Data for this exercise:
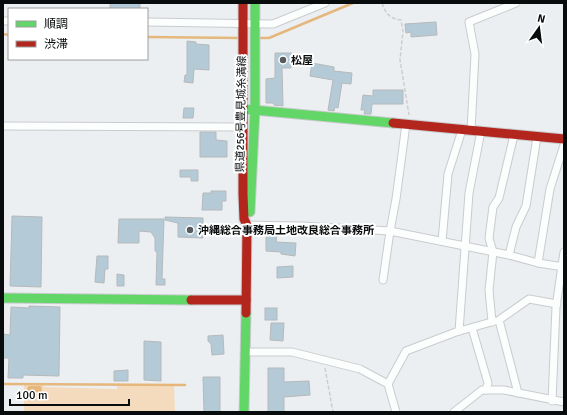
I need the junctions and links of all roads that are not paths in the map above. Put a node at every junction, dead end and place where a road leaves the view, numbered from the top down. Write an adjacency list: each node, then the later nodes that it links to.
1 (243, 3): 6 (main road, 県道256号豊見城糸満線)
2 (255, 3): 7 (main road, 県道256号豊見城糸満線)
3 (325, 3): 7 (street)
4 (516, 3): 13 (street)
5 (148, 22): 6 (street)
6 (243, 25): 7 (street); 8 (main road, 県道256号豊見城糸満線)
7 (255, 25): 9 (main road, 県道256号豊見城糸満線)
8 (243, 109): 9 (main road); 12 (main road, 県道256号豊見城糸満線)
9 (255, 110): 10 (main road); 19 (main road, 県道256号豊見城糸満線)
10 (408, 125): 13 (main road); 20 (street)
11 (3, 126): 12 (street)
12 (243, 127): 19 (main road, 県道256号豊見城糸満線)
13 (466, 130): 14 (main road); 21 (street)
14 (481, 131): 15 (main road); 22 (street)
15 (514, 135): 16 (main road); 23 (street)
16 (537, 137): 17 (main road); 25 (street)
17 (564, 139)
18 (564, 145): 26 (street)
19 (247, 226): 20 (street); 30 (main road, 県道256号豊見城糸満線)
20 (390, 231): 21 (street); 28 (street)
21 (442, 241): 22 (street)
22 (466, 246): 23 (street); 34 (street)
23 (493, 252): 25 (street); 32 (street)
24 (564, 252): 27 (street)
25 (509, 255): 26 (street)
26 (538, 263): 27 (street)
27 (563, 267): 31 (street)
28 (383, 280)
29 (3, 298): 30 (main road)
30 (246, 300): 35 (main road, 県道256号豊見城糸満線)
31 (557, 304): 32 (street); 39 (street)
32 (496, 321): 33 (street); 38 (street)
33 (472, 328): 34 (street); 37 (street)
34 (459, 331): 36 (street)
35 (245, 352): 36 (street); 41 (main road, 県道256号豊見城糸満線)
36 (388, 384): 42 (street)
37 (486, 390): 38 (street); 43 (street)
38 (518, 393): 39 (street)
39 (552, 401): 40 (street)
40 (564, 402)
41 (244, 412)
42 (396, 412)
43 (454, 412)

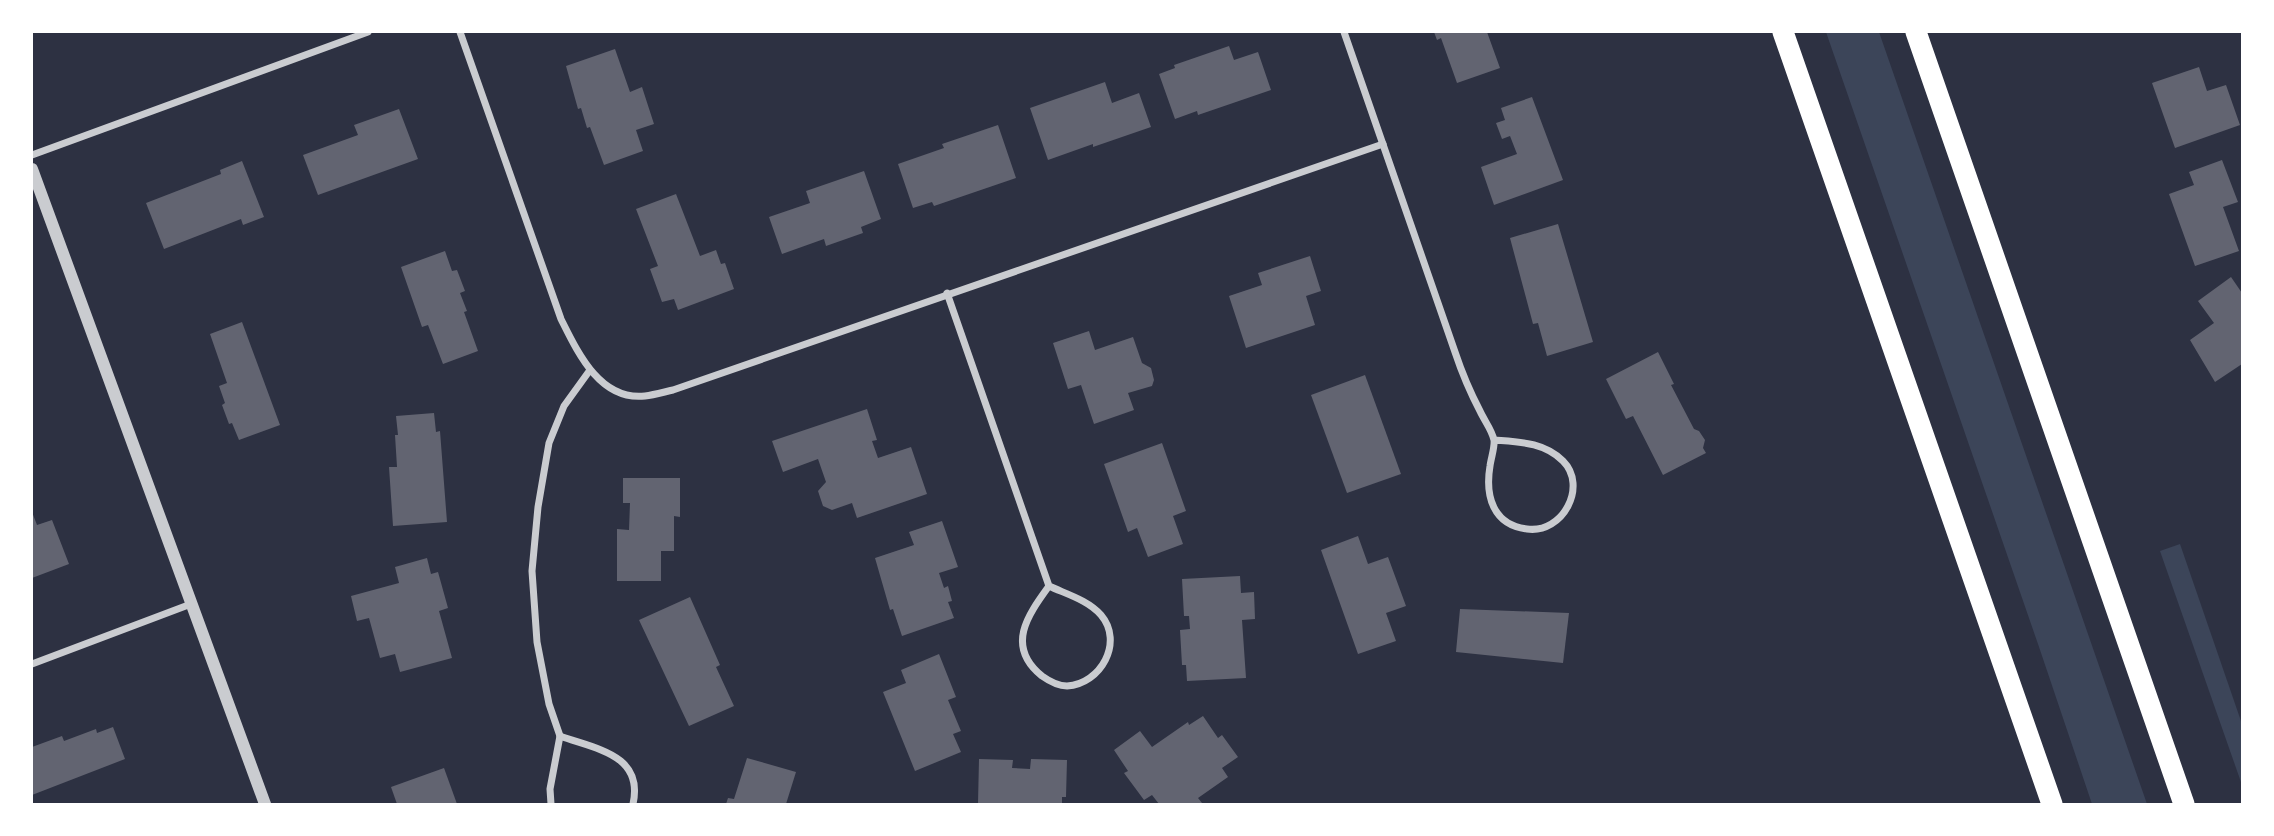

Problem description: Could the entries above be returned verbatim, with no pictures included?

Solved problem:
I need the junctions and links of all roads that are not paths in the map above. Put a node at every junction, dead end and place where a road leaves the view, numbered from the top down. Write an adjacency list: each node, then the later nodes that it links to.
1 (243, 3): 6 (main road, 県道256号豊見城糸満線)
2 (255, 3): 7 (main road, 県道256号豊見城糸満線)
3 (325, 3): 7 (street)
4 (516, 3): 13 (street)
5 (148, 22): 6 (street)
6 (243, 25): 7 (street); 8 (main road, 県道256号豊見城糸満線)
7 (255, 25): 9 (main road, 県道256号豊見城糸満線)
8 (243, 109): 9 (main road); 12 (main road, 県道256号豊見城糸満線)
9 (255, 110): 10 (main road); 19 (main road, 県道256号豊見城糸満線)
10 (408, 125): 13 (main road); 20 (street)
11 (3, 126): 12 (street)
12 (243, 127): 19 (main road, 県道256号豊見城糸満線)
13 (466, 130): 14 (main road); 21 (street)
14 (481, 131): 15 (main road); 22 (street)
15 (514, 135): 16 (main road); 23 (street)
16 (537, 137): 17 (main road); 25 (street)
17 (564, 139)
18 (564, 145): 26 (street)
19 (247, 226): 20 (street); 30 (main road, 県道256号豊見城糸満線)
20 (390, 231): 21 (street); 28 (street)
21 (442, 241): 22 (street)
22 (466, 246): 23 (street); 34 (street)
23 (493, 252): 25 (street); 32 (street)
24 (564, 252): 27 (street)
25 (509, 255): 26 (street)
26 (538, 263): 27 (street)
27 (563, 267): 31 (street)
28 (383, 280)
29 (3, 298): 30 (main road)
30 (246, 300): 35 (main road, 県道256号豊見城糸満線)
31 (557, 304): 32 (street); 39 (street)
32 (496, 321): 33 (street); 38 (street)
33 (472, 328): 34 (street); 37 (street)
34 (459, 331): 36 (street)
35 (245, 352): 36 (street); 41 (main road, 県道256号豊見城糸満線)
36 (388, 384): 42 (street)
37 (486, 390): 38 (street); 43 (street)
38 (518, 393): 39 (street)
39 (552, 401): 40 (street)
40 (564, 402)
41 (244, 412)
42 (396, 412)
43 (454, 412)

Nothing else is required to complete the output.